What you have to do: From the entries below, tally how many lines contain "DOLORES" and report only that figure.

Data extract:
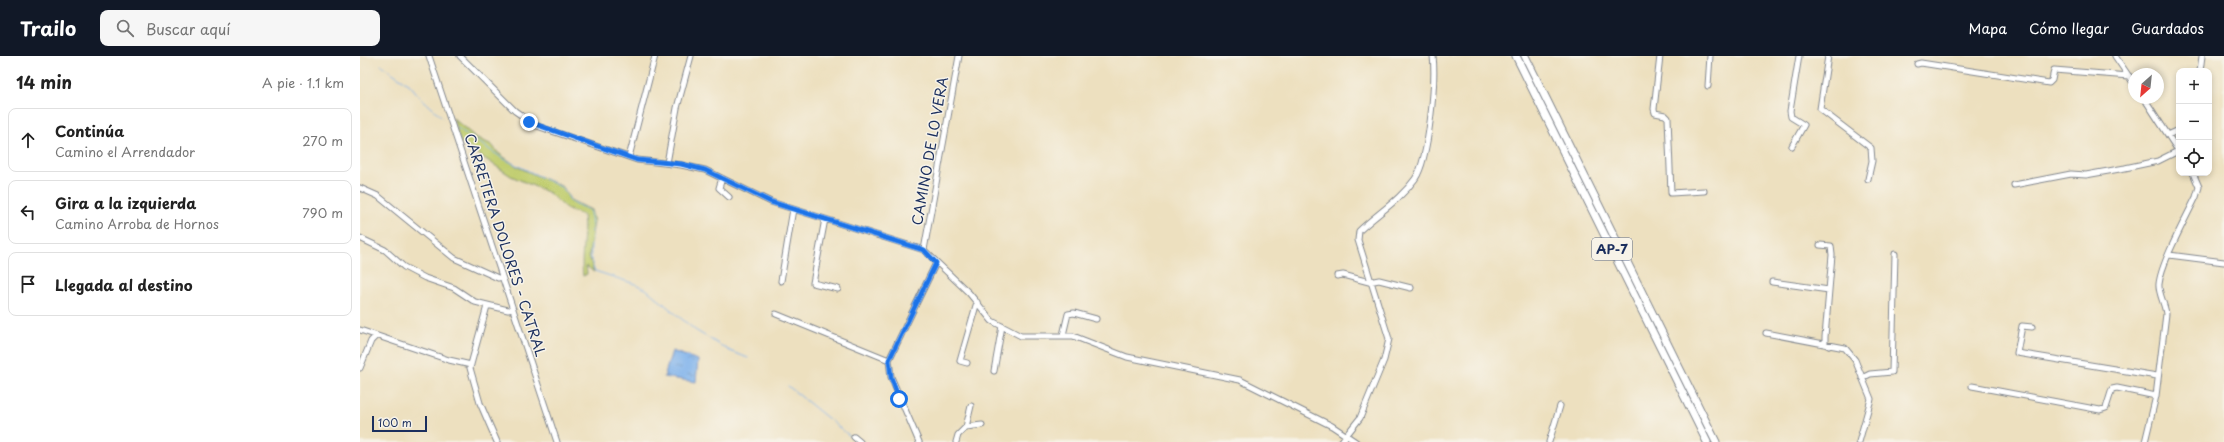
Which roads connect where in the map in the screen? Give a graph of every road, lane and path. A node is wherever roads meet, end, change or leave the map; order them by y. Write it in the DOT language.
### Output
graph roads {
  1 [pos="430,56"];
  2 [pos="460,56"];
  3 [pos="655,56"];
  4 [pos="691,56"];
  5 [pos="959,56"];
  6 [pos="1433,56"];
  7 [pos="1516,56"];
  8 [pos="1525,56"];
  9 [pos="1660,56"];
  10 [pos="1710,56"];
  11 [pos="1799,56"];
  12 [pos="1828,56"];
  13 [pos="2115,56"];
  14 [pos="2202,56"];
  15 [pos="1917,64"];
  16 [pos="2200,68"];
  17 [pos="2128,75"];
  18 [pos="2128,76"];
  19 [pos="1708,86"];
  20 [pos="2148,104"];
  21 [pos="2176,131"];
  22 [pos="2168,135"];
  23 [pos="1792,146"];
  24 [pos="2176,147"];
  25 [pos="2176,152"];
  26 [pos="629,157"];
  27 [pos="667,163"];
  28 [pos="2194,176"];
  29 [pos="722,178"];
  30 [pos="1868,179"];
  31 [pos="2014,185"];
  32 [pos="360,188"];
  33 [pos="1704,191"];
  34 [pos="729,197"];
  35 [pos="793,209"];
  36 [pos="825,219"];
  37 [pos="360,238"];
  38 [pos="1820,245"];
  39 [pos="924,250"];
  40 [pos="1894,254"];
  41 [pos="2169,255"];
  42 [pos="2224,262"];
  43 [pos="936,263"];
  44 [pos="1337,276"];
  45 [pos="502,277"];
  46 [pos="781,281"];
  47 [pos="1372,282"];
  48 [pos="1772,282"];
  49 [pos="1411,288"];
  50 [pos="838,289"];
  51 [pos="1829,290"];
  52 [pos="977,302"];
  53 [pos="487,306"];
  54 [pos="513,309"];
  55 [pos="776,314"];
  56 [pos="1096,320"];
  57 [pos="1002,326"];
  58 [pos="2032,328"];
  59 [pos="360,330"];
  60 [pos="1766,333"];
  61 [pos="1062,335"];
  62 [pos="376,336"];
  63 [pos="1829,346"];
  64 [pos="889,360"];
  65 [pos="967,363"];
  66 [pos="471,365"];
  67 [pos="360,368"];
  68 [pos="994,372"];
  69 [pos="2157,376"];
  70 [pos="1862,378"];
  71 [pos="1972,386"];
  72 [pos="2156,396"];
  73 [pos="971,406"];
  74 [pos="1560,406"];
  75 [pos="982,425"];
  76 [pos="966,427"];
  77 [pos="1348,435"];
  78 [pos="854,437"];
  79 [pos="497,442"];
  80 [pos="557,442"];
  81 [pos="860,442"];
  82 [pos="919,442"];
  83 [pos="956,442"];
  84 [pos="1341,442"];
  85 [pos="1356,442"];
  86 [pos="1550,442"];
  87 [pos="1708,442"];
  88 [pos="1716,442"];
  89 [pos="1860,442"];
  90 [pos="2145,442"];
  1 -- 45 [label="street, CARRETERA DOLORES - CATRAL"];
  2 -- 26 [label="street"];
  3 -- 26 [label="street"];
  4 -- 27 [label="street"];
  5 -- 39 [label="street, CAMINO DE LO VERA"];
  6 -- 47 [label="street"];
  7 -- 87 [label="highway, AP-7"];
  8 -- 88 [label="highway, AP-7"];
  9 -- 33 [label="street"];
  10 -- 19 [label="street"];
  11 -- 23 [label="street"];
  12 -- 30 [label="street"];
  13 -- 17 [label="street"];
  14 -- 16 [label="street"];
  15 -- 18 [label="street"];
  20 -- 22 [label="street"];
  21 -- 22 [label="street"];
  22 -- 24 [label="street"];
  25 -- 31 [label="street"];
  26 -- 27 [label="street"];
  27 -- 29 [label="street"];
  28 -- 41 [label="street"];
  29 -- 34 [label="street"];
  29 -- 35 [label="street"];
  32 -- 45 [label="street"];
  35 -- 36 [label="street"];
  35 -- 46 [label="street"];
  36 -- 39 [label="street"];
  36 -- 50 [label="street"];
  37 -- 53 [label="street"];
  38 -- 51 [label="street"];
  39 -- 43 [label="street"];
  40 -- 70 [label="street"];
  41 -- 42 [label="street"];
  41 -- 69 [label="street"];
  43 -- 52 [label="street"];
  43 -- 64 [label="street"];
  44 -- 47 [label="street"];
  45 -- 54 [label="street, CARRETERA DOLORES - CATRAL"];
  47 -- 49 [label="street"];
  47 -- 77 [label="street"];
  48 -- 51 [label="street"];
  51 -- 63 [label="street"];
  52 -- 57 [label="street"];
  52 -- 65 [label="street"];
  53 -- 54 [label="street"];
  53 -- 66 [label="street"];
  54 -- 80 [label="street, CARRETERA DOLORES - CATRAL"];
  55 -- 64 [label="street"];
  56 -- 61 [label="street"];
  57 -- 61 [label="street"];
  57 -- 68 [label="street"];
  58 -- 69 [label="street"];
  59 -- 62 [label="street"];
  60 -- 63 [label="street"];
  61 -- 77 [label="street"];
  62 -- 66 [label="street"];
  62 -- 67 [label="street"];
  63 -- 70 [label="street"];
  64 -- 82 [label="street"];
  66 -- 79 [label="street"];
  69 -- 72 [label="street"];
  70 -- 89 [label="street"];
  71 -- 72 [label="street"];
  72 -- 90 [label="street"];
  73 -- 76 [label="street"];
  74 -- 86 [label="street"];
  75 -- 76 [label="street"];
  76 -- 83 [label="street"];
  77 -- 84 [label="street"];
  77 -- 85 [label="street"];
  78 -- 81 [label="street"];
}
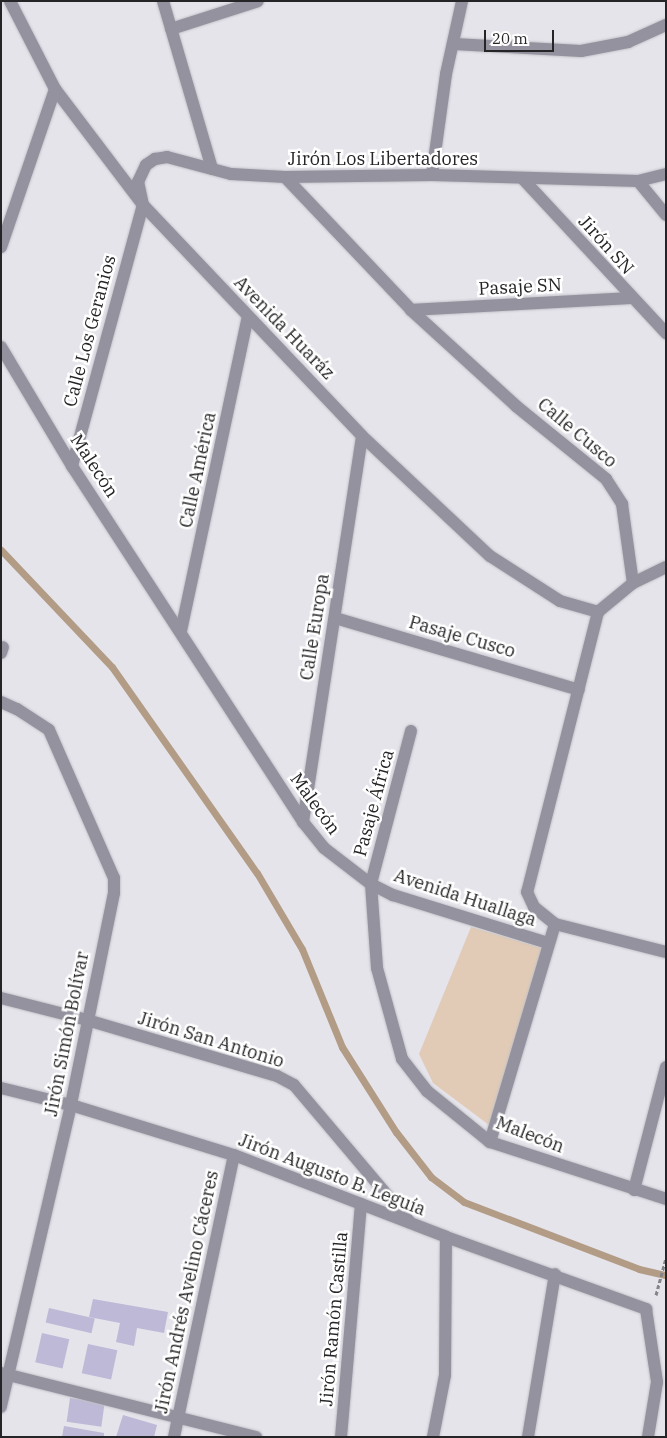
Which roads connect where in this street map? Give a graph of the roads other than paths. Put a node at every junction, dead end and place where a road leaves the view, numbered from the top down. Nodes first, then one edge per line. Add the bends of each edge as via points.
1 (10, 1) edge
2 (163, 1) edge
3 (258, 1) edge
4 (462, 1) edge
5 (666, 25) edge
6 (172, 29) junction
7 (454, 44) junction
8 (55, 90) junction
9 (212, 169) junction
10 (666, 174) edge
11 (432, 175) junction
12 (285, 177) junction
13 (522, 178) junction
14 (638, 181) junction
15 (142, 205) junction
16 (666, 215) edge
17 (1, 247) edge
18 (630, 298) junction
19 (411, 310) junction
20 (248, 316) junction
21 (666, 333) edge
22 (1, 347) edge
23 (362, 436) junction
24 (72, 466) junction
25 (666, 567) edge
26 (634, 583) junction
27 (598, 612) junction
28 (335, 618) junction
29 (182, 631) junction
30 (579, 690) junction
31 (1, 702) edge
32 (411, 731) dead end
33 (303, 822) junction
34 (371, 884) junction
35 (555, 924) junction
36 (548, 943) junction
37 (666, 952) edge
38 (1, 998) edge
39 (87, 1020) junction
40 (666, 1067) edge
41 (1, 1088) edge
42 (72, 1105) junction
43 (490, 1142) junction
44 (234, 1155) junction
45 (634, 1190) junction
46 (666, 1199) edge
47 (361, 1204) junction
48 (410, 1223) junction
49 (446, 1237) junction
50 (555, 1274) junction
51 (5, 1374) edge
52 (661, 1383) edge
53 (1, 1407) edge
54 (178, 1419) junction
55 (174, 1437) edge
56 (256, 1437) edge
57 (342, 1437) edge
58 (432, 1437) edge
59 (528, 1437) edge
60 (648, 1437) edge

1 - 8 street, Avenida Huaráz
2 - 6 street
3 - 6 street
4 - 7 street
5 - 7 street via 628,42 581,51
6 - 9 street
7 - 11 street
8 - 15 street, Avenida Huaráz
8 - 17 street
9 - 12 street, Jirón Los Libertadores via 231,174
9 - 15 street, Jirón Los Libertadores via 167,157 155,159 146,165 138,182
10 - 14 street, Jirón Los Libertadores
11 - 12 street, Jirón Los Libertadores
11 - 13 street, Jirón Los Libertadores
12 - 19 street, Calle Cusco
13 - 14 street, Jirón Los Libertadores
13 - 18 street, Jirón SN
14 - 16 street
15 - 20 street, Avenida Huaráz
15 - 24 street, Calle Los Geranios
18 - 19 street, Pasaje SN
18 - 21 street, Jirón SN
19 - 26 street, Calle Cusco via 516,406 606,478 622,504
20 - 23 street, Avenida Huaráz
20 - 29 street, Calle América
22 - 24 street, Malecón
23 - 27 street, Avenida Huaráz via 490,556 560,601
23 - 28 street, Calle Europa
24 - 29 street, Malecón
25 - 26 street
26 - 27 street
27 - 30 street
28 - 30 street, Pasaje Cusco
28 - 33 street, Calle Europa
29 - 33 street, Malecón
30 - 35 street via 527,892 534,907
31 - 39 street, Jirón Simón Bolívar via 17,708 49,730 114,878 114,893
32 - 34 street, Pasaje África
33 - 34 street, Malecón via 324,848
34 - 36 street, Avenida Huallaga via 452,916
34 - 43 street, Malecón via 377,968 402,1059 427,1092
35 - 36 street
35 - 37 street, Avenida Huallaga
36 - 43 street
38 - 39 street, Jirón San Antonio
39 - 42 street, Jirón Simón Bolívar
39 - 48 street, Jirón San Antonio via 277,1076 294,1085
40 - 45 street
41 - 42 street, Jirón Augusto B. Leguía
42 - 44 street, Jirón Augusto B. Leguía
42 - 51 street, Jirón Simón Bolívar
43 - 45 street, Malecón
44 - 47 street, Jirón Augusto B. Leguía
44 - 54 street, Jirón Andrés Avelino Cáceres
45 - 46 street, Malecón
47 - 48 street, Jirón Augusto B. Leguía
47 - 57 street, Jirón Ramón Castilla
48 - 49 street, Jirón Augusto B. Leguía
49 - 50 street, Jirón Augusto B. Leguía
49 - 58 street via 445,1375
50 - 52 street, Jirón Augusto B. Leguía via 646,1309
50 - 59 street
51 - 53 street, Jirón Simón Bolívar
51 - 54 street
52 - 60 street
54 - 55 street, Jirón Andrés Avelino Cáceres
54 - 56 street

Your response: 3